Realitanya, banyak inisiatif yang digadang-gadang sebagai terobosan hanya berakhir menjadi formalitas belaka—dandanan cantik di atas proyek kosong. Sekadar konsumsi publik, pencitraan demi pencapaian semu. Di balik poster yang dipasang dan media yang dilibatkan, seringkali substansi justru tertinggal di belakang.
Mirisnya, para “pemain belakang” ini semakin lihai memainkan peran. Mereka tahu betul bahwa yang dibutuhkan bukan keberhasilan, tetapi narasi keberhasilan. Bukan hasil nyata, melainkan dokumentasi yang tampak hebat. Kita sudah masuk ke babak di mana publikasi lebih penting dari produktivitas, pencitraan lebih utama daripada pencapaian.
Bukan berarti mereka tak sadar. Mereka paham bahwa banyak hal berjalan tidak sebagaimana mestinya. Mereka tahu bahwa tepuk tangan yang diberikan pun sering kali tanpa hati. Tapi dalam diam, mereka juga terjebak dalam dilema: antara idealisme yang menjerit dan realitas yang menuntut bertahan hidup. Nurani tidak bisa membayar tagihan. Maka, diam dianggap sebagai pilihan paling realistis.

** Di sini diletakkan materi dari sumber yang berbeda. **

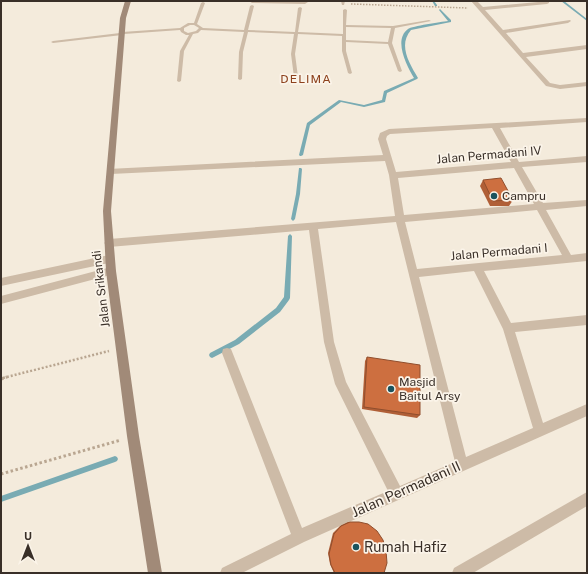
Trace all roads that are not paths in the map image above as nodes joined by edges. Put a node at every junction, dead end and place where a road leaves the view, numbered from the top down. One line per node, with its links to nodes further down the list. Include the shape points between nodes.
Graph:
1 (128, 1): 19 (main road, Jalan Srikandi)
2 (474, 1): 8 (street)
3 (304, 2): 6 (street)
4 (546, 2): 8 (street)
5 (203, 3): 12 (lane)
6 (252, 3): 17 (lane)
7 (300, 8): 20 (lane)
8 (481, 9): 18 (street)
9 (345, 10): 13 (lane)
10 (429, 21): 14 (lane)
11 (568, 21): 18 (street)
12 (195, 24): 15 (lane, via 186,25); 16 (lane, via 200,26)
13 (345, 26): 14 (lane); 22 (lane)
14 (393, 27): 25 (lane)
15 (181, 29): 19 (lane); 21 (lane)
16 (200, 29): 17 (lane); 21 (lane)
17 (246, 31): 20 (lane); 31 (lane, via 241,52)
18 (502, 32): 27 (street)
19 (122, 33): 23 (lane); 39 (main road, Jalan Srikandi)
20 (296, 33): 22 (lane); 30 (lane, via 293,54)
21 (191, 34): 32 (lane, via 182,51)
22 (345, 35): 24 (lane)
23 (53, 42)
24 (344, 42): 25 (lane); 29 (lane)
25 (390, 43): 28 (lane)
26 (587, 47): 27 (street)
27 (523, 55): 33 (street, via 548,85 560,87)
28 (400, 71)
29 (350, 73)
30 (296, 77)
31 (240, 79)
32 (179, 81)
33 (587, 84)
34 (587, 120): 35 (street)
35 (495, 126): 36 (street, via 385,133 382,139); 38 (street)
36 (388, 158): 39 (street); 40 (street)
37 (587, 159): 38 (street, Jalan Permadani IV)
38 (517, 165): 40 (street, Jalan Permadani IV); 42 (street)
39 (111, 171): 45 (main road, Jalan Srikandi, via 107,211)
40 (393, 175): 43 (street)
41 (587, 203): 42 (street)
42 (541, 207): 43 (street); 48 (street)
43 (400, 219): 44 (street); 51 (street)
44 (313, 226): 45 (street); 60 (street, via 329,342 341,384)
45 (108, 243): 47 (main road, Jalan Srikandi)
46 (587, 257): 48 (street, Jalan Permadani I)
47 (109, 259): 50 (main road, Jalan Srikandi); 52 (street)
48 (569, 259): 49 (street, Jalan Permadani I)
49 (477, 267): 51 (street, Jalan Permadani I); 55 (street)
50 (111, 271): 53 (street); 63 (main road, Jalan Srikandi)
51 (414, 273): 59 (street)
52 (1, 282)
53 (1, 300)
54 (587, 320): 55 (street)
55 (508, 328): 58 (street)
56 (227, 353): 62 (street)
57 (587, 410): 58 (street, Jalan Permadani II)
58 (540, 432): 59 (street, Jalan Permadani II)
59 (462, 464): 60 (street, Jalan Permadani II)
60 (397, 494): 62 (street, Jalan Permadani II)
61 (587, 499): 65 (street)
62 (299, 537): 64 (street, Jalan Permadani II)
63 (154, 573)
64 (227, 573)
65 (460, 573)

Opini ini bukan untuk menyalahkan, melainkan sebagai pengingat: bahwa di tengah parade kepura-puraan, masih ada yang merasa janggal, masih ada yang bertanya, “Untuk apa semua ini?” Dan justru dari kursi belakang itulah, kesadaran itu tumbuh—bahwa kejujuran mungkin tak bersuara keras, tapi masih hidup. Masih ada mereka yang diam-diam menjaga akal sehat di tengah kebisingan palsu.
Barangkali belum saatnya panggung berubah. Tapi selama masih ada yang gelisah dan enggan ikut bersorak atas hal-hal semu, kita bisa percaya: kursi belakang bukan tempat kalah. Ia bisa jadi tempat awal perubahan—yang jujur, yang nyata.